Aktuelle Ernährungsmedizin 2021; 46(03): e4
DOI: 10.1055/s-0041-1729689
Posters
Cancer

SECHS JAHRE INTERDISZIPLINÄRE TRACHEOSTOMA-FACHAMBULANZ AM LANDESKRANKENHAUS FELDKIRCH

Authors

  • MM Wetzinger

    1   Diaetologie, Landeskrankenhaus Feldkirch, Feldkirch, Austria
 
 

Introduction Schluckstörungen sind meist durch die Grunderkrankung, wie Erkrankungen des Gehirns, neurologischen Erkrankungen, nach Operationen und Strahlentherapie im Hals- und Kopfbereich, oder durch Veränderungen der Speiseröhrenwand bedingt. Um die Betreuung dieses speziellen Patientenkollektivs zu verbessern wurde im November 2012 eine interdisziplinäre (HNO-Fachärztin, Logopädin, DGKS, Diaetologin) Tracheostoma-Fachambulanz eingerichtet.
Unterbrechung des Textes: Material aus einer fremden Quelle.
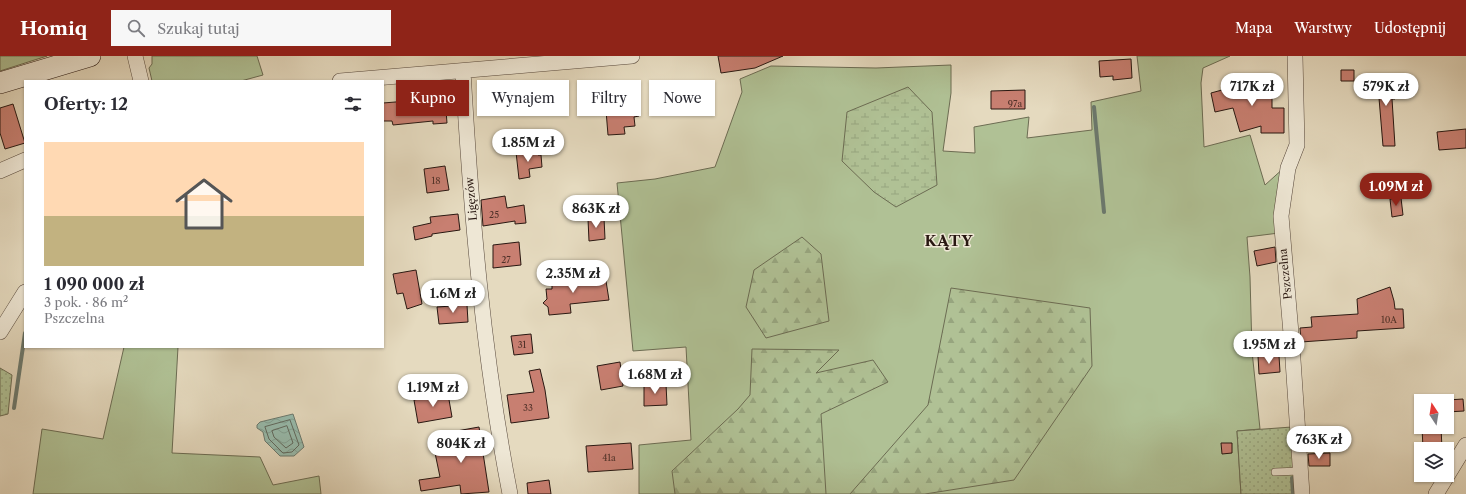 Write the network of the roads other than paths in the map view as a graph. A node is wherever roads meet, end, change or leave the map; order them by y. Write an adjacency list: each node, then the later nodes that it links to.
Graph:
1 (90, 56): 8 (main road)
2 (135, 56): 6 (street)
3 (632, 56): 5 (street)
4 (1295, 56): 14 (street, Pszczelna)
5 (463, 71): 7 (street); 16 (street, Ligęzów)
6 (141, 80)
7 (352, 80)
8 (0, 83)
9 (24, 160): 10 (street)
10 (0, 171)
11 (24, 294): 12 (street)
12 (0, 332)
13 (1466, 445): 18 (street)
14 (1300, 471): 15 (lane); 17 (street, Pszczelna)
15 (1275, 472)
16 (510, 494)
17 (1302, 494)
18 (1436, 494) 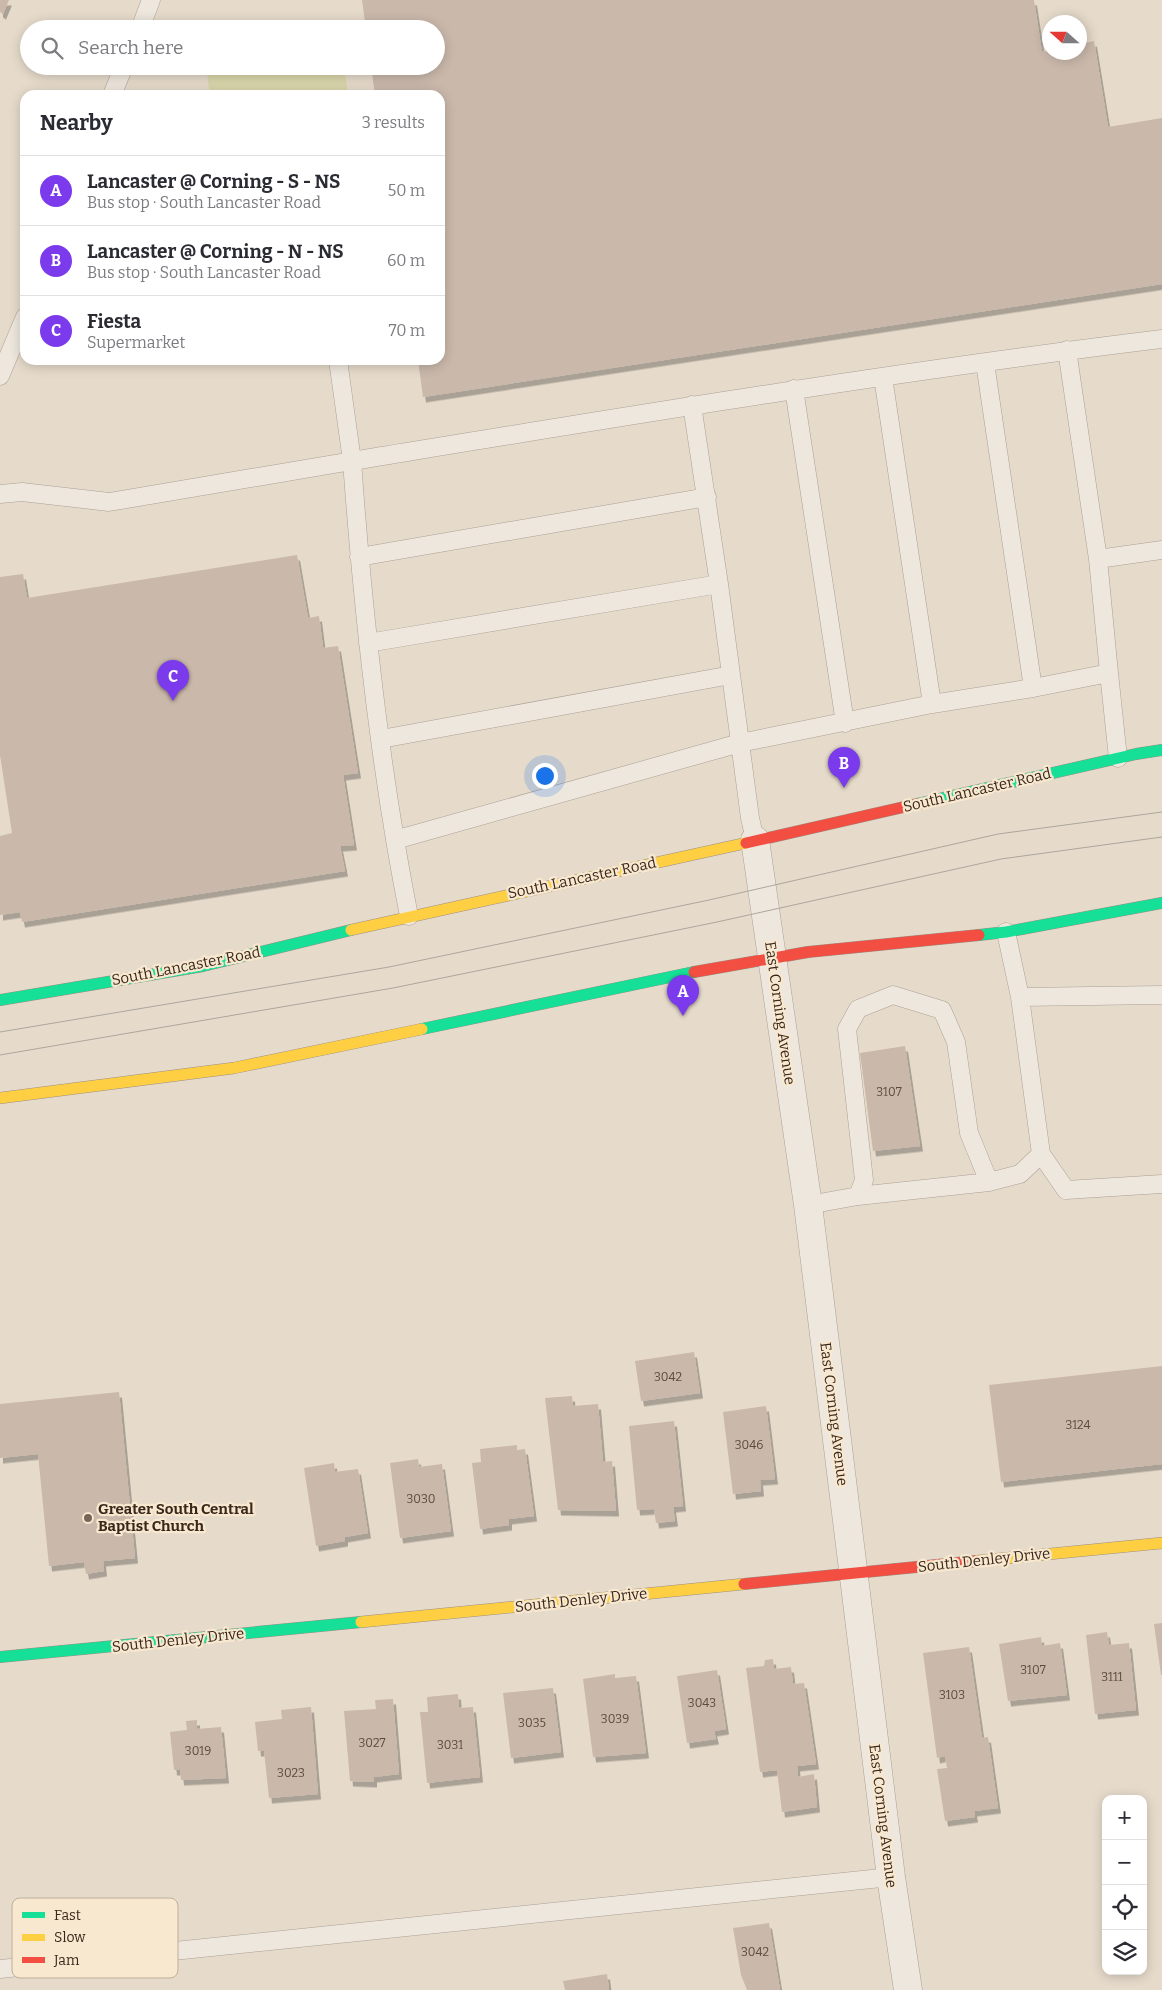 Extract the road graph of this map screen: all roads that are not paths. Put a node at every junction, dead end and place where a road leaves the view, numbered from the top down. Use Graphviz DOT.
graph roads {
  1 [pos="152,0"];
  2 [pos="144,20"];
  3 [pos="120,75"];
  4 [pos="114,90"];
  5 [pos="20,329"];
  6 [pos="1162,339"];
  7 [pos="1067,350"];
  8 [pos="985,363"];
  9 [pos="339,365"];
  10 [pos="0,376"];
  11 [pos="884,377"];
  12 [pos="794,389"];
  13 [pos="692,405"];
  14 [pos="352,461"];
  15 [pos="0,494"];
  16 [pos="707,497"];
  17 [pos="1162,550"];
  18 [pos="359,557"];
  19 [pos="1098,559"];
  20 [pos="719,584"];
  21 [pos="368,643"];
  22 [pos="1109,673"];
  23 [pos="731,675"];
  24 [pos="1033,688"];
  25 [pos="932,704"];
  26 [pos="845,723"];
  27 [pos="381,739"];
  28 [pos="740,743"];
  29 [pos="1162,750"];
  30 [pos="1118,758"];
  31 [pos="395,840"];
  32 [pos="755,840"];
  33 [pos="1162,903"];
  34 [pos="409,916"];
  35 [pos="1006,932"];
  36 [pos="772,957"];
  37 [pos="1162,995"];
  38 [pos="1020,997"];
  39 [pos="0,1000"];
  40 [pos="0,1098"];
  41 [pos="1040,1154"];
  42 [pos="989,1182"];
  43 [pos="1162,1184"];
  44 [pos="858,1196"];
  45 [pos="808,1205"];
  46 [pos="1162,1543"];
  47 [pos="853,1573"];
  48 [pos="0,1657"];
  49 [pos="890,1876"];
  50 [pos="178,1950"];
  51 [pos="908,1990"];
  1 -- 2 [label="lane"];
  3 -- 4 [label="lane"];
  5 -- 10 [label="lane"];
  6 -- 7 [label="lane"];
  7 -- 8 [label="lane"];
  7 -- 19 [label="lane"];
  8 -- 11 [label="lane"];
  8 -- 24 [label="lane"];
  9 -- 14 [label="lane"];
  11 -- 12 [label="lane"];
  11 -- 25 [label="lane"];
  12 -- 13 [label="lane"];
  12 -- 26 [label="lane"];
  13 -- 14 [label="lane"];
  13 -- 16 [label="lane"];
  14 -- 15 [label="lane"];
  14 -- 18 [label="lane"];
  16 -- 18 [label="lane"];
  16 -- 20 [label="lane"];
  17 -- 19 [label="lane"];
  18 -- 21 [label="lane"];
  19 -- 22 [label="lane"];
  20 -- 21 [label="lane"];
  20 -- 23 [label="lane"];
  21 -- 27 [label="lane"];
  22 -- 24 [label="lane"];
  22 -- 30 [label="lane"];
  23 -- 27 [label="lane"];
  23 -- 28 [label="lane"];
  24 -- 25 [label="lane"];
  25 -- 26 [label="lane"];
  26 -- 28 [label="lane"];
  27 -- 31 [label="lane"];
  28 -- 31 [label="lane"];
  28 -- 32 [label="lane"];
  29 -- 30 [label="main road, South Lancaster Road"];
  30 -- 32 [label="main road, South Lancaster Road"];
  31 -- 34 [label="lane"];
  32 -- 34 [label="main road, South Lancaster Road"];
  32 -- 36 [label="street, East Corning Avenue"];
  33 -- 35 [label="main road"];
  34 -- 39 [label="main road, South Lancaster Road"];
  35 -- 36 [label="main road"];
  35 -- 38 [label="lane"];
  36 -- 40 [label="main road"];
  36 -- 45 [label="street, East Corning Avenue"];
  37 -- 38 [label="lane"];
  38 -- 41 [label="lane"];
  41 -- 42 [label="lane"];
  41 -- 43 [label="lane"];
  42 -- 44 [label="lane"];
  42 -- 44 [label="lane"];
  44 -- 45 [label="lane"];
  45 -- 47 [label="street, East Corning Avenue"];
  46 -- 47 [label="main road, South Denley Drive"];
  47 -- 48 [label="main road, South Denley Drive"];
  47 -- 49 [label="street, East Corning Avenue"];
  49 -- 50 [label="lane"];
  49 -- 51 [label="street, East Corning Avenue"];
}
Objectives Die Hauptgründe für den Besuch der Fachambulanz waren Krebs- (65 %) und neurologische Erkrankungen (21 %), Intensivpflichtigkeit (10 %), sowie funktionelle Ursachen (4 %). Um die Betreuung dieses speziellen Patientenkollektivs zu verbessern wurde im November 2012 eine interdisziplinäre (HNO-Fachärztin, Logopädin, DGKS, Diaetologin) Tracheostoma-Fachambulanz eingerichtet. Im Zeitraum bis Dezember 2019 wurden 156 Patienten (120 Männer, 34 Frauen, 2 Kinder) diaetologisch betreut.

Methods Es wurde ein diaetologisches Tracheostoma-Assessment entwickelt. Dieses umfasst neben dem von ESPEN empfohlenen Screening-Tool NRS-2002 nach Kondrup J. et al. [1], Parameter des ernährungsmedizinischen Status, Information über Art der Nahrungsaufnahme, ernährungsrelevante Probleme, Diagnosen und Behandlungsstatus.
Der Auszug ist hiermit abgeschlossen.